Walking the three miles home from downtown Boulder, I reexamined the pieces of scenes -- scenelets, if you will -- that make up this story. The story follows a structure that's sort of like this:

  1. Right now
  2. Teaser flashback
  3. Continue from right now
  4. More from the flashback
  5. Either back to present time, or else the rest of the flashback, I'm not sure
  6. Lather, rinse, repeat
  7. Finish up story in present time

You can probably figure out where I keep getting bogged down. And when I get bogged down in the structure, I start to wallow in details that don't really belong in the story. So the pacing gets bogged down too.

So during my walk I imagined writing each scenelet onto index cards. Not all of the text; just the first couple sentences and the last, in order to give myself an idea of where the segues are. This story is going to be all about the segues. Like, "This bit ends with the first mention of the umbrella. So the next bit begins with a flashback to the outerspace salesmen giving him the umbrella."
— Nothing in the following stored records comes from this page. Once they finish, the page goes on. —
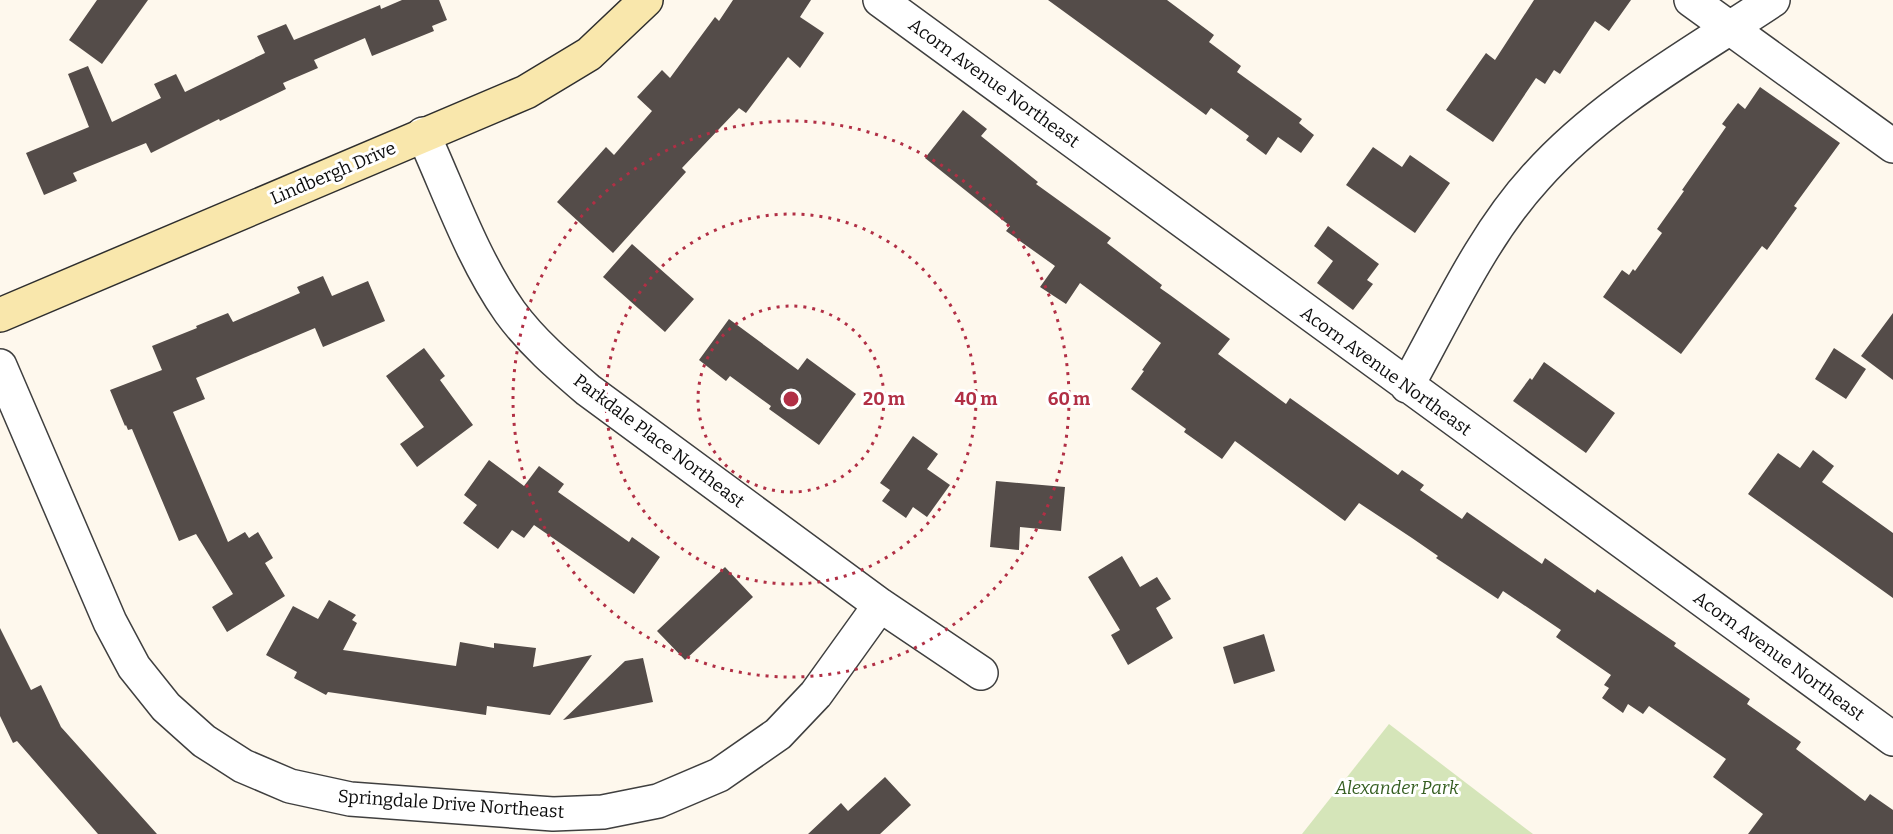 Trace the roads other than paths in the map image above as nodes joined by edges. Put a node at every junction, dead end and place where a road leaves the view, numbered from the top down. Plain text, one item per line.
1 (646, 0) edge
2 (880, 0) edge
3 (1692, 0) edge
4 (1773, 0) edge
5 (1731, 28) junction
6 (423, 134) junction
7 (1893, 146) edge
8 (0, 315) edge
9 (0, 366) edge
10 (1407, 386) junction
11 (880, 605) junction
12 (981, 673) dead end
13 (1893, 739) edge

1 - 6 main road, Lindbergh Drive
2 - 10 street, Acorn Avenue Northeast
3 - 5 street
4 - 5 street
5 - 7 street
5 - 10 street
6 - 8 main road, Lindbergh Drive
6 - 11 street, Parkdale Place Northeast
9 - 11 street, Springdale Drive Northeast
10 - 13 street, Acorn Avenue Northeast
11 - 12 street, Parkdale Place Northeast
Yes, I said outerspace salesmen. Also, the umbrella is pink with silver letters that can only be read from very high up, and the silver letters say "KICK ME." The snow isn't really snow. It's outerspace gluey tar stuff that causes the end of the world as we know it. WHAT IS MY BRAIN.

(I suspect The First Line does not get a heck of a lot of science fantasy apocalyptic humor. But they do welcome all genres. Who knows? Maybe everyone is writing stories about space glue snow apocalypses.)

So now I'm home, and my feet hurt. In addition to new skating blisters from Sunday, I have sandal blisters. Blisters on top of blisters. Ow. (Next time I think "Oh, I'll only be walking a few blocks. I'll be busing home. Sandals are fine," it will trigger an autohypnotic safety mechanism that will not allow me out the house until I've wised up and put my running shoes on.) But I also have a story written on index cards in my head. The structure now makes sense. And in mulling over the structure on my walk home, I discovered that the protagonist is an entirely different character than I'd thought. The things I now know about him are the key to getting both structure and pacing deboggified. Hooray for deboggification!

And tomorrow morning early, I shall wake up and transfer the story from mental index cards to WP51 file to paper. And there shall be a proofreading and a "final" revision. And lo, it shall be good.

Or at least it shall be submitted.

Then I'll be free to revise the phone story.